- As eleições de 11 de janeiro em Benim não elegeram cadeiras da oposição; duas siglas pró-Talon controlam o parlamento, com 60 e 49 cadeiras respectivamente.
- A União Progressista para a Renovação tem 60 das 109 cadeiras, com 41,15% dos votos; o Bloco Republicano ficou com 49 cadeiras, 36,64% dos votos.
- Os Democratas, principal partido de oposição ligado ao ex-presidente Boni Yayi, obtiveram 16,14% dos votos e não atingiram o limiar de 20% para representar o parlamento.
- O resultado tende a ampliar o domínio do Poder Executivo, conforme nota da consultoria Signal Risk.
- O comparecimento foi de 36,73%; foram relatadas irregularidades como abertura tardia de urnas e exclusão de supervisores da contagem.
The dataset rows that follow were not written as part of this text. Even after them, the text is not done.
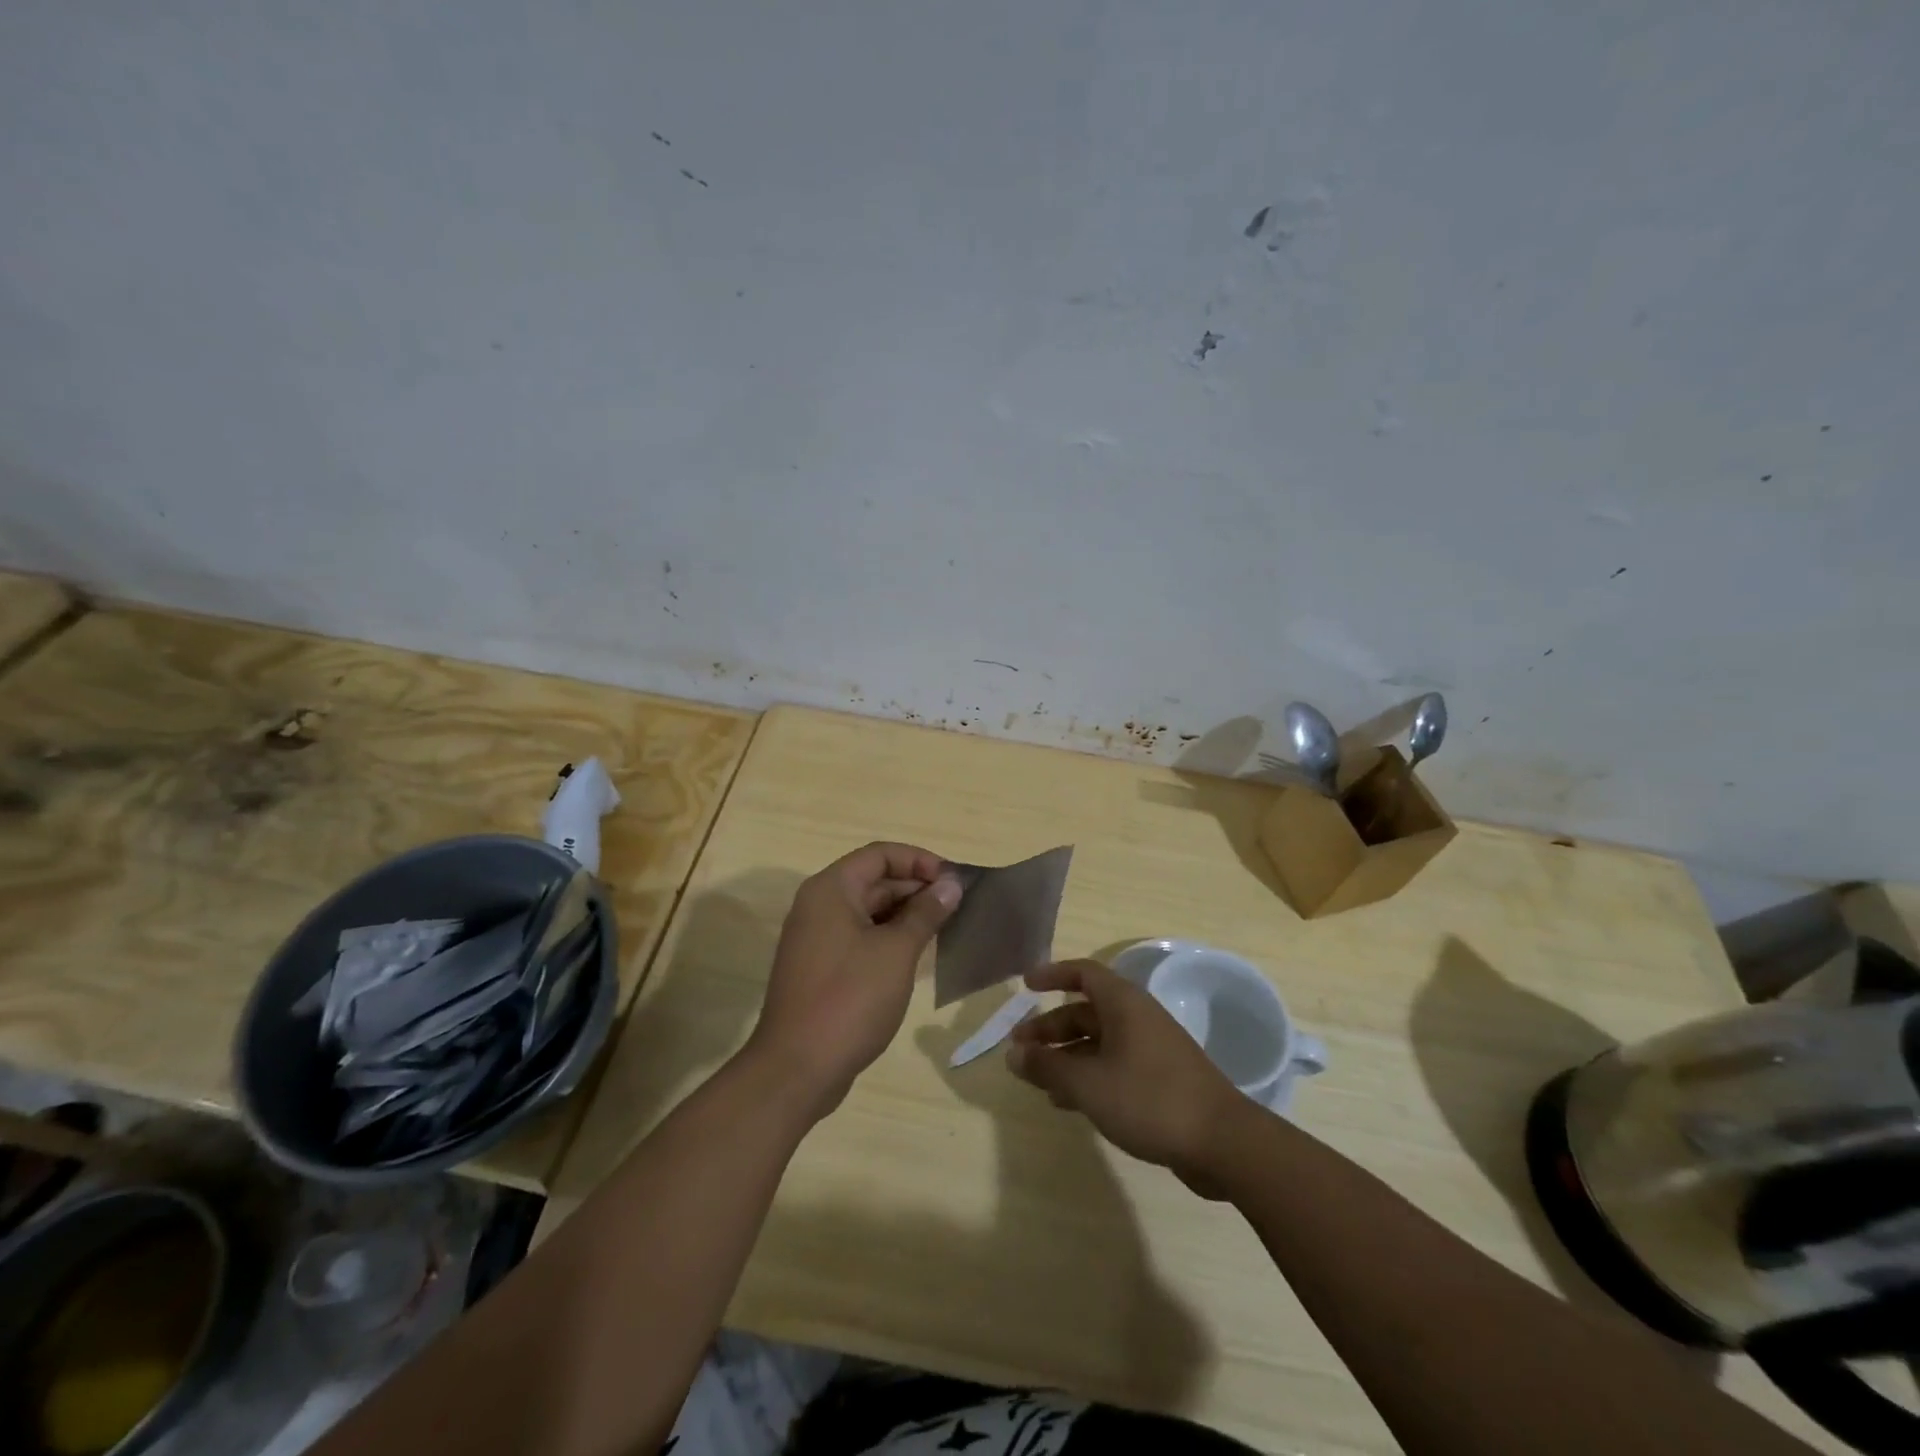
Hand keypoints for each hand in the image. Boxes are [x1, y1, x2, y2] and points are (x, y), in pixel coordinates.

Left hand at [747, 842, 961, 1120]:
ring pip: (869, 911)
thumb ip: (926, 913)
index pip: (880, 855)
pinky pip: (861, 938)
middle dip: (917, 888)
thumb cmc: (850, 999)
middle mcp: (819, 906)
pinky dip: (890, 939)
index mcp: (831, 890)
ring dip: (906, 915)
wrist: (796, 1069)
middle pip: (874, 881)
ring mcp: (817, 939)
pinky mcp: (821, 968)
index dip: (920, 860)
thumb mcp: (896, 951)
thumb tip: (951, 884)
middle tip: (958, 906)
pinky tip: (919, 955)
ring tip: (946, 928)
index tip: (954, 881)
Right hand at [1006, 959, 1249, 1194]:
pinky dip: (1088, 1076)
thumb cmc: (1149, 1099)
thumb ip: (1047, 1067)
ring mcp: (1152, 1050)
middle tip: (1020, 1048)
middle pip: (1087, 1011)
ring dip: (1067, 1056)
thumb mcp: (1088, 1084)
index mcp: (1124, 1004)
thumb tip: (1014, 1054)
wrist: (1223, 1143)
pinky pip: (1114, 1066)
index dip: (1053, 975)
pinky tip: (1069, 1103)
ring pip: (1099, 1042)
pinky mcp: (1161, 1080)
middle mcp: (1138, 1018)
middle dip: (1051, 1028)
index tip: (1025, 986)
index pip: (1083, 973)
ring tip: (1037, 1080)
Oposição de Benin não conquista cadeiras no parlamento, segundo resultados provisórios. Em 11 de janeiro, em Cotonou, as eleições mostraram domínio de duas aliança pró-Presidente Patrice Talon sobre o Legislativo, enquanto a oposição não atingiu o requisito de vagas.
As primeiras projeções indicam que a União Progressista pela Renovação ficará com 60 das 109 cadeiras, após obter 41,15% dos votos. O Bloco Republicano terá 49 assentos, com 36,64% das validações. O 3º grupo, Os Democratas, registrado como principal oposição, somou 16,14% e não atingiu o piso de 20% para vagas.
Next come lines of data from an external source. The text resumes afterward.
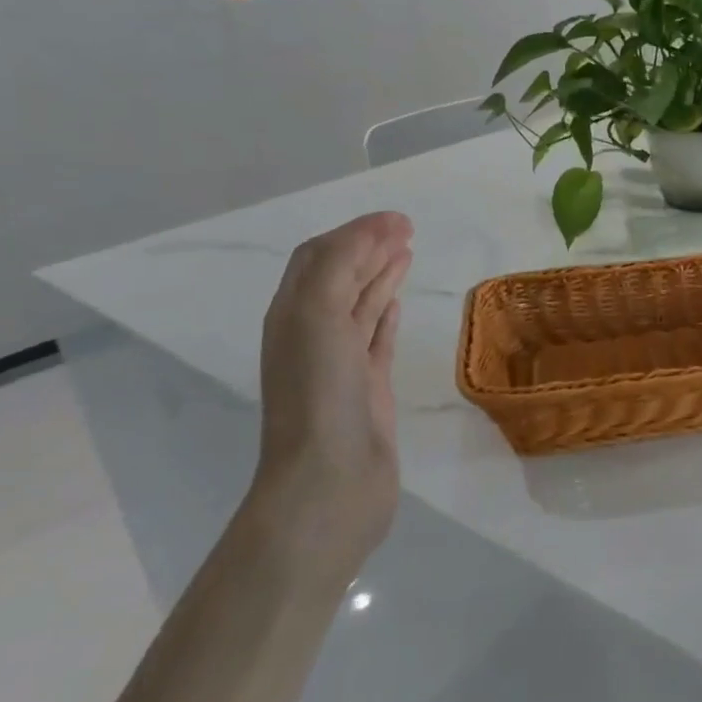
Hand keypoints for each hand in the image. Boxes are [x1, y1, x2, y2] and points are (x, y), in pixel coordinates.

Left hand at [250, 211, 413, 583]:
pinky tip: (398, 302)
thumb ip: (342, 266)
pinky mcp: (368, 388)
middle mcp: (312, 333)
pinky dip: (386, 315)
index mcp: (293, 314)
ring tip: (408, 253)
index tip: (399, 218)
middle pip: (341, 277)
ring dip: (381, 276)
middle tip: (408, 228)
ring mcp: (341, 363)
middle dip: (370, 248)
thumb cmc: (320, 394)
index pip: (321, 257)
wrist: (330, 482)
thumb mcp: (319, 316)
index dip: (356, 232)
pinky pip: (376, 340)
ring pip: (361, 306)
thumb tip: (375, 230)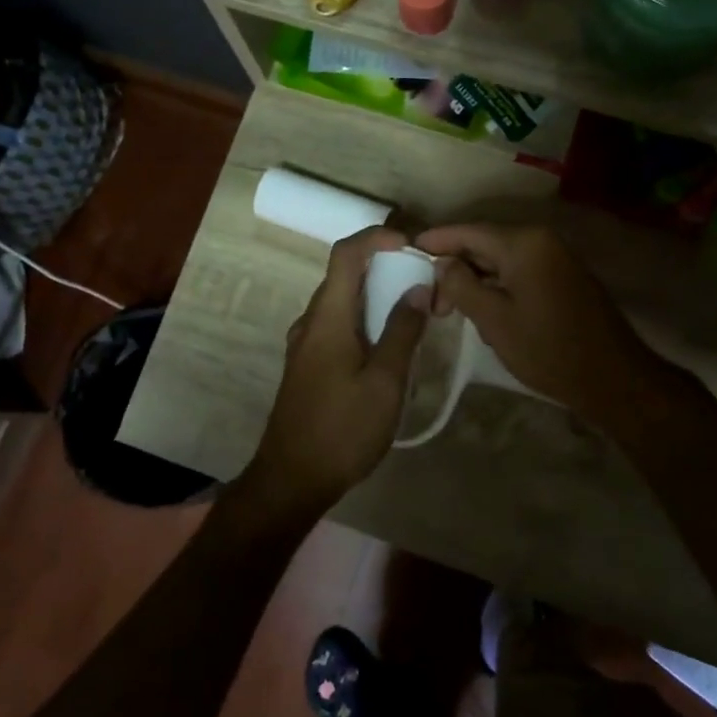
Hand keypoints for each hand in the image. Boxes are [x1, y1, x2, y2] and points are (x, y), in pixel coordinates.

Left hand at [241, 227, 428, 515]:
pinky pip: (338, 326)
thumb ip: (402, 332)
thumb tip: (417, 288)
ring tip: (414, 310)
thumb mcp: (384, 382)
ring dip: (376, 295)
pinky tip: (389, 345)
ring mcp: (306, 345)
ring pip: (343, 302)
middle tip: (424, 279)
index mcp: (328, 318)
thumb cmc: (342, 430)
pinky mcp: (308, 366)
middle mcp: (311, 322)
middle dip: (384, 266)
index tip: (411, 244)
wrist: (291, 479)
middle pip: (345, 275)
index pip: (346, 254)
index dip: (377, 237)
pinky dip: (365, 320)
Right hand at [415, 223, 661, 426]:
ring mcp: (556, 258)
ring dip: (475, 279)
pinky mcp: (563, 278)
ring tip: (450, 308)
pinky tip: (483, 310)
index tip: (409, 250)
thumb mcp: (494, 319)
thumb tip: (442, 264)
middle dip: (455, 266)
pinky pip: (520, 272)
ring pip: (502, 260)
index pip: (469, 231)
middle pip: (486, 243)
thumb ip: (461, 285)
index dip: (437, 240)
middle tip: (429, 297)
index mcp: (524, 243)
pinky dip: (497, 286)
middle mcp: (541, 241)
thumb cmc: (547, 348)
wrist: (611, 378)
A derrota da oposição amplia a percepção de exclusão política e reduz a capacidade de fiscalização institucional sobre o Executivo. Inicialmente, houve relatos de irregularidades por parlamentares oposicionistas, como abertura tardia de urnas e exclusão de fiscais do apuramento, conforme relatos de Nadin Kokode.
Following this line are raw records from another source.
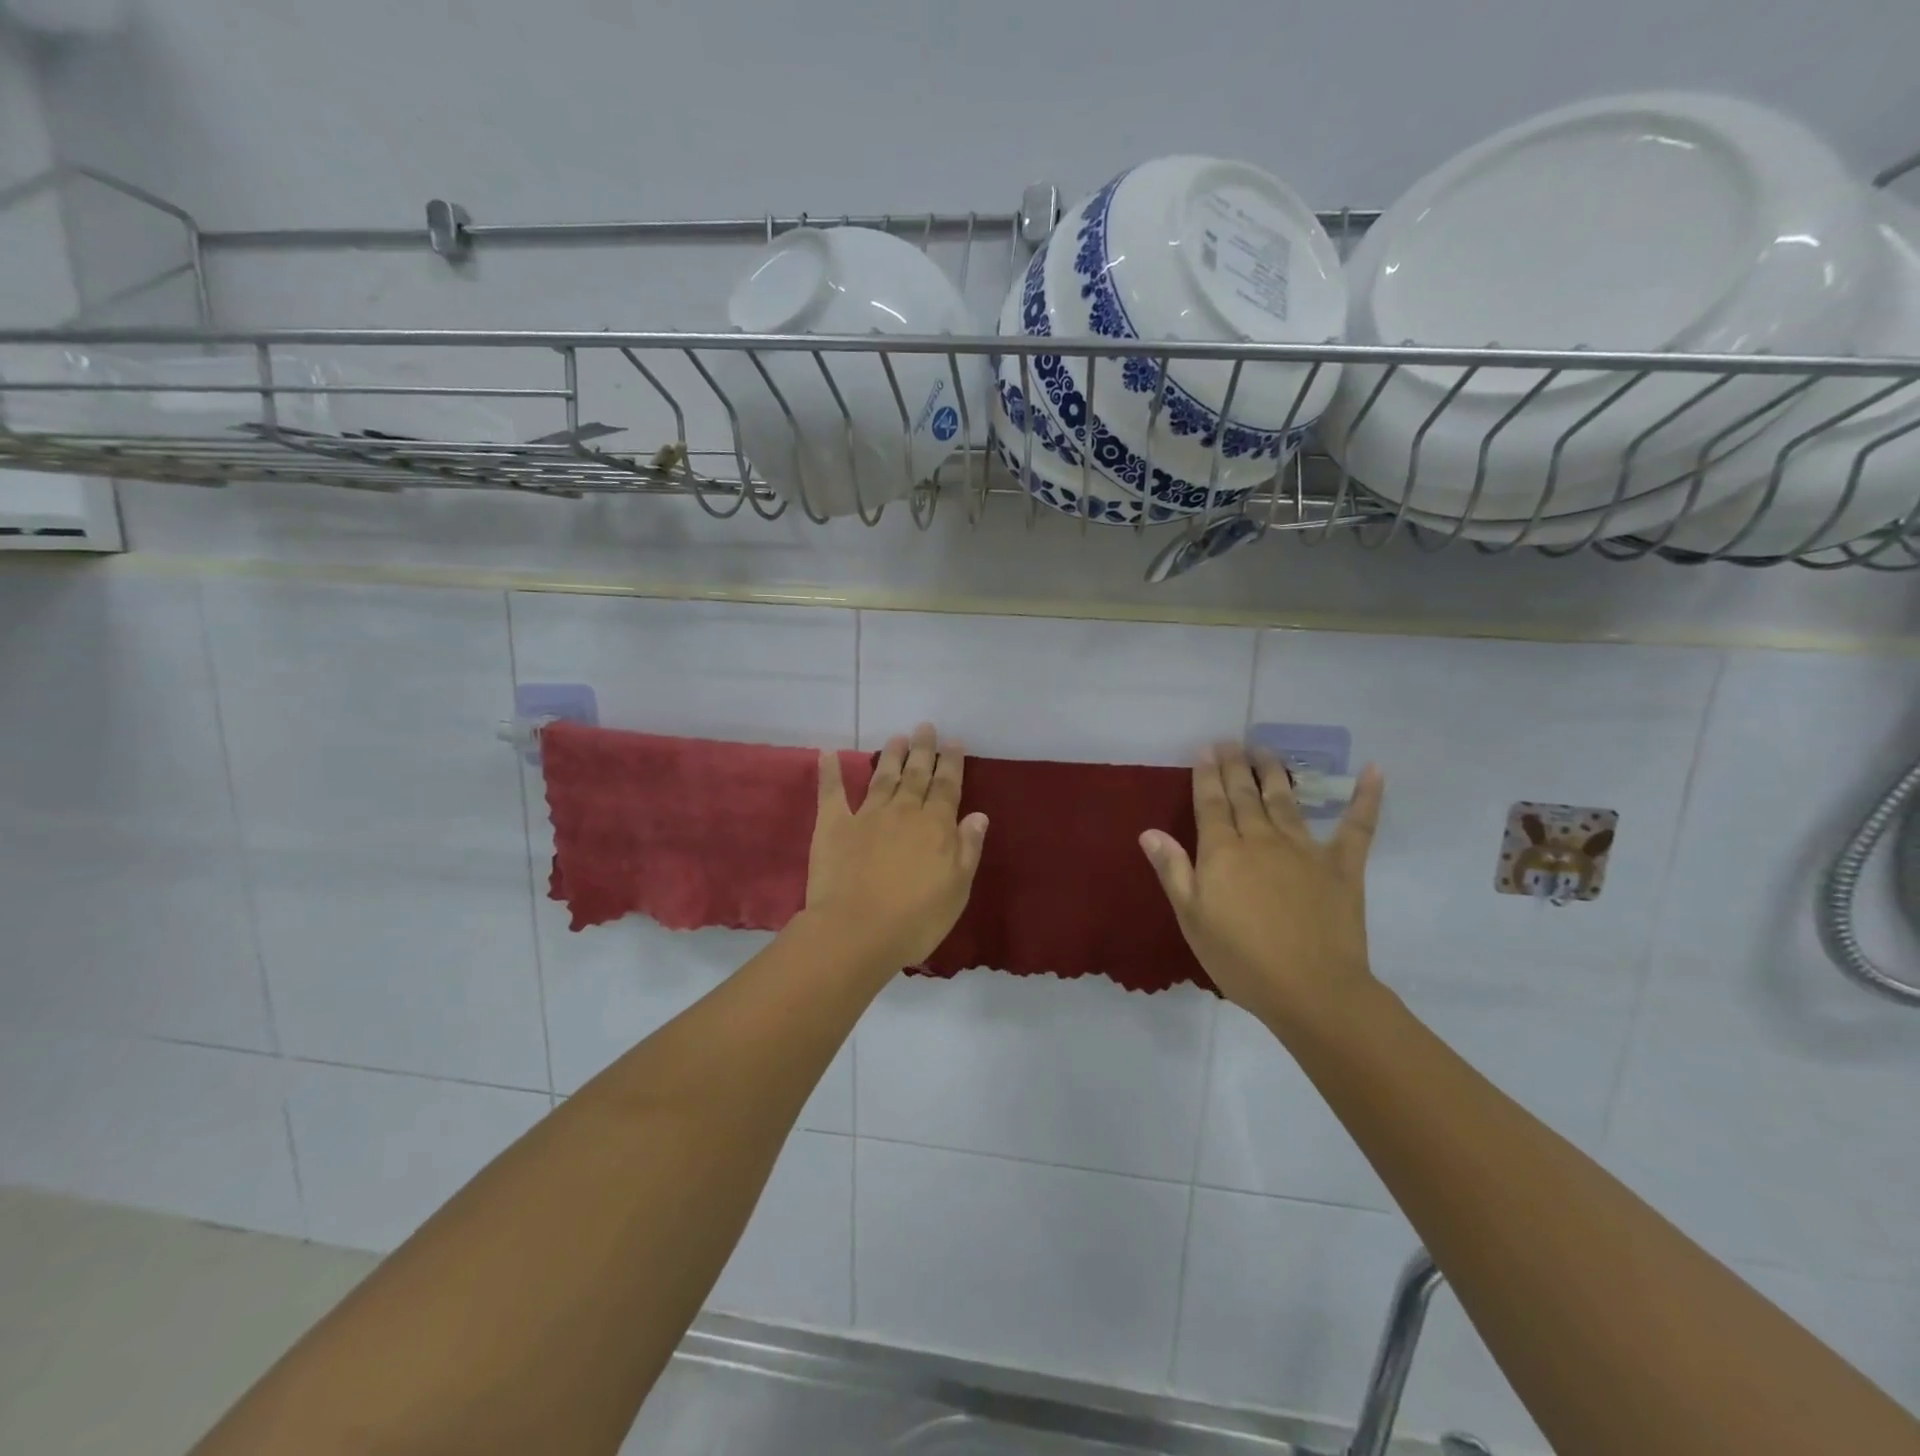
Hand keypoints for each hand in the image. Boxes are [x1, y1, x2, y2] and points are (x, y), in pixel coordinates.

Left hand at [804, 724, 988, 968]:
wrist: (856, 932)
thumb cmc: (916, 919)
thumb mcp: (957, 889)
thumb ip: (968, 849)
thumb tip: (978, 815)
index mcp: (936, 826)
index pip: (948, 787)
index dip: (952, 764)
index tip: (954, 742)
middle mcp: (904, 812)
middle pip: (917, 775)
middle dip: (923, 750)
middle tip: (925, 727)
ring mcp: (867, 816)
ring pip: (883, 777)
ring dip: (891, 756)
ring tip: (897, 737)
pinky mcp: (834, 826)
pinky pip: (832, 793)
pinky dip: (830, 772)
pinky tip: (828, 753)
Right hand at [1140, 743, 1383, 1030]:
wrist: (1311, 990)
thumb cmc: (1240, 959)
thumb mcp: (1192, 919)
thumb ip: (1173, 870)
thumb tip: (1149, 832)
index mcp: (1223, 852)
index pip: (1211, 803)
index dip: (1207, 775)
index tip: (1205, 750)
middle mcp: (1262, 839)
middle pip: (1245, 794)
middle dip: (1235, 766)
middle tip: (1230, 741)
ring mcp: (1305, 849)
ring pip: (1286, 800)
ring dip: (1274, 772)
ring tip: (1266, 750)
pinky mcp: (1343, 866)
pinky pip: (1357, 826)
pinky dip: (1366, 798)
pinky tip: (1373, 771)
A Justiça Eleitoral informou ocorrências logísticas mínimas durante a votação e disse que os incidentes foram rapidamente contidos. A participação eleitoral ficou em 36,73% dos eleitores aptos, segundo a comissão eleitoral.
As eleições ocorrem pouco mais de um mês após uma tentativa de golpe de militares contra Talon e três meses antes da eleição presidencial, que definirá o terceiro mandato do presidente. Fontes oficiais destacam que os resultados ainda precisam ser validados pelo Tribunal Constitucional.